By design, the LoadWithSchema
and LoadWithMappings
methods fail on any error occurring on file opening, reading, parsing, and validating, and throw either System.IO exceptions or the Loader library ValidationException
containing the error descriptions. All validation errors are returned by the ValidationException.ValidationErrors
property; this gives the user a chance to fix all the errors at once.
Load with Schema
The principal LoadWithSchema
method overload is:
public static IEnumerable<DataPointSeries>
LoadWithSchema(TextReader dataReader, XmlReader schemaReader)
{
StringBuilder sbErrors = null;
List<ValidationException.ValidationError> errors = null;
// Load and validate the schema.
XmlSchema schema = XmlSchema.Read(schemaReader, (sender, e) =>
{
if (sbErrors == null)
sbErrors = new StringBuilder();
sbErrors.AppendFormat(
"Schema validation error: {1}{0}Line={2}, position={3}{0}",
System.Environment.NewLine, e.Exception.Message,
e.Exception.LineNumber, e.Exception.LinePosition);
if (errors == null)
errors = new List<ValidationException.ValidationError>();
errors.Add(new ValidationException.ValidationError()
{
Message = e.Exception.Message,
Line = e.Exception.LineNumber,
Position = e.Exception.LinePosition
});
});
if (sbErrors != null)
// Validation error(s) occured.
throw new ValidationException(sbErrors.ToString(), errors.ToArray());
XmlSchemaSet schemaSet = new XmlSchemaSet();
schemaSet.Add(schema);
// Load and validate the data file.
using (XmlReader reader = XmlReader.Create(dataReader))
{
XDocument doc = XDocument.Load(reader);
doc.Validate(schemaSet, (sender, e) =>
{
if (sbErrors == null)
sbErrors = new StringBuilder();
sbErrors.AppendFormat("Validation error: {1}{0}Line={2}, position={3}{0}"

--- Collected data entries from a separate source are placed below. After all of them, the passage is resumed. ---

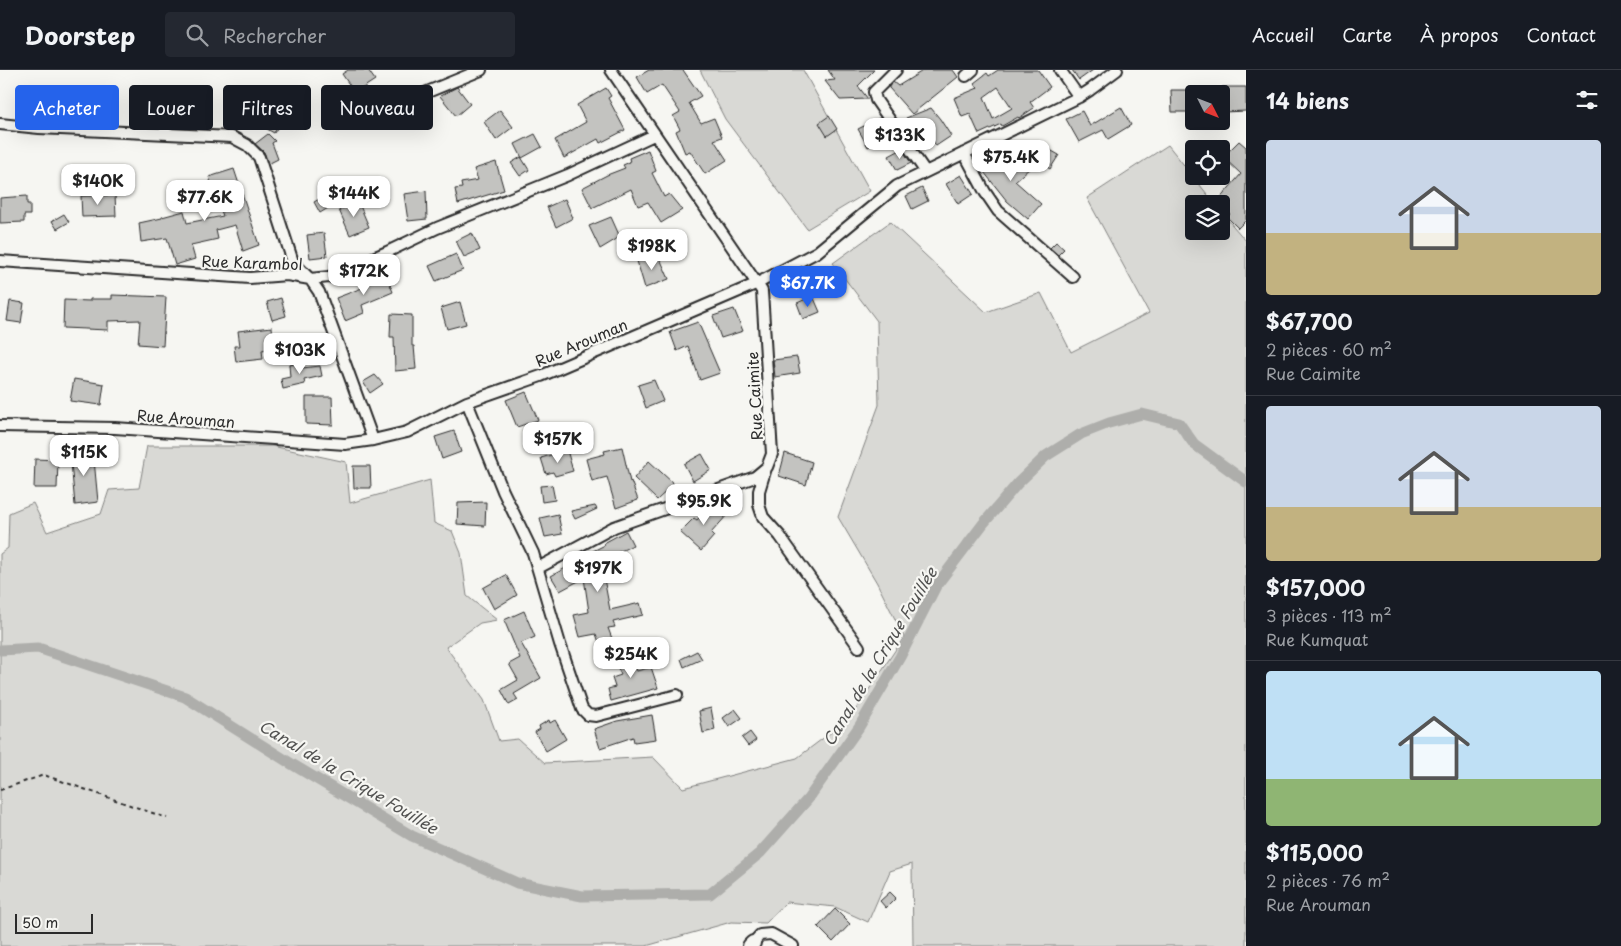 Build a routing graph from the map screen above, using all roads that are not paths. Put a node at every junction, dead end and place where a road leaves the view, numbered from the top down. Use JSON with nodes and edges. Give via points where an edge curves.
{"nodes":[{"id":1,"x":480,"y":70,"type":"edge"},
{"id":2,"x":611,"y":70,"type":"edge"},
{"id":3,"x":896,"y":70,"type":"edge"},
{"id":4,"x":1060,"y":70,"type":"edge"},
{"id":5,"x":1117,"y":70,"type":"edge"},
{"id":6,"x":433,"y":90,"type":"edge"},
{"id":7,"x":1079,"y":97,"type":"junction"},
{"id":8,"x":0,"y":124,"type":"edge"},
{"id":9,"x":654,"y":135,"type":"junction"},
{"id":10,"x":964,"y":153,"type":"junction"},
{"id":11,"x":924,"y":171,"type":"junction"},
{"id":12,"x":0,"y":261,"type":"edge"},
{"id":13,"x":1073,"y":277,"type":"dead end"},
{"id":14,"x":310,"y":279,"type":"junction"},
{"id":15,"x":758,"y":283,"type":"junction"},
{"id":16,"x":467,"y":402,"type":"junction"},
{"id":17,"x":0,"y":426,"type":"edge"},
{"id":18,"x":373,"y":440,"type":"junction"},
{"id":19,"x":767,"y":467,"type":"junction"},
{"id":20,"x":538,"y":568,"type":"junction"},
{"id":21,"x":859,"y":647,"type":"dead end"},
{"id":22,"x":677,"y":695,"type":"dead end"},
{"id":23,"x":751,"y":944,"type":"edge"},
{"id":24,"x":793,"y":946,"type":"edge"}],
"edges":[{"from":1,"to":6,"type":"street"},
{"from":2,"to":9,"type":"street"},
{"from":3,"to":11,"type":"street","via":[[874,92],[876,100]]},
{"from":4,"to":7,"type":"street"},
{"from":5,"to":7,"type":"street","name":"Rue Arouman"},
{"from":7,"to":10,"type":"street","name":"Rue Arouman"},
{"from":8,"to":14,"type":"street","via":[[232,137],[247,145],[258,157],[293,262]]},
{"from":9,"to":14,"type":"street","name":"Rue Karambol","via":[[568,176],[437,228],[388,252],[329,276]]},
{"from":9,"to":15,"type":"street"},
{"from":10,"to":11,"type":"street","name":"Rue Arouman"},
{"from":10,"to":13,"type":"street","via":[[998,211]]},
{"from":11,"to":15,"type":"street","name":"Rue Arouman","via":[[897,186],[816,252]]},
{"from":12,"to":14,"type":"street","name":"Rue Karambol","via":[[250,278],[287,275]]},
{"from":14,"to":18,"type":"street","via":[[319,292]]},
{"from":15,"to":16,"type":"street","name":"Rue Arouman","via":[[541,376]]},
{"from":15,"to":19,"type":"street","name":"Rue Caimite","via":[[764,299],[772,454]]},
{"from":16,"to":18,"type":"street","name":"Rue Arouman","via":[[407,432]]},
{"from":16,"to":20,"type":"street"},
{"from":17,"to":18,"type":"street","name":"Rue Arouman","via":[[115,428],[345,444]]},
{"from":19,"to":20,"type":"street","via":[[755,476],[614,528]]},
{"from":19,"to":21,"type":"street","name":"Rue Caimite","via":[[759,491],[763,517]]},
{"from":20,"to":22,"type":"street","via":[[566,663],[582,709],[588,715],[596,716]]},
{"from":23,"to":24,"type":"street","via":[[760,935],[771,934]]}]}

, System.Environment.NewLine, e.Exception.Message
, e.Exception.LineNumber, e.Exception.LinePosition);
if (errors == null)
errors = new List<ValidationException.ValidationError>();
errors.Add(new ValidationException.ValidationError()
{
Message = e.Exception.Message,
Line = e.Exception.LineNumber,
Position = e.Exception.LinePosition
});
}, true);
if (sbErrors != null)
// Validation error(s) occured.
throw new ValidationException(sbErrors.ToString(), errors.ToArray());
XNamespace xns = dataNamespaceName;
XElement items = doc.Element(xns + "Items");
// Check the root element name (i.e. Items in "urn:PointSeries-schema" xmlns).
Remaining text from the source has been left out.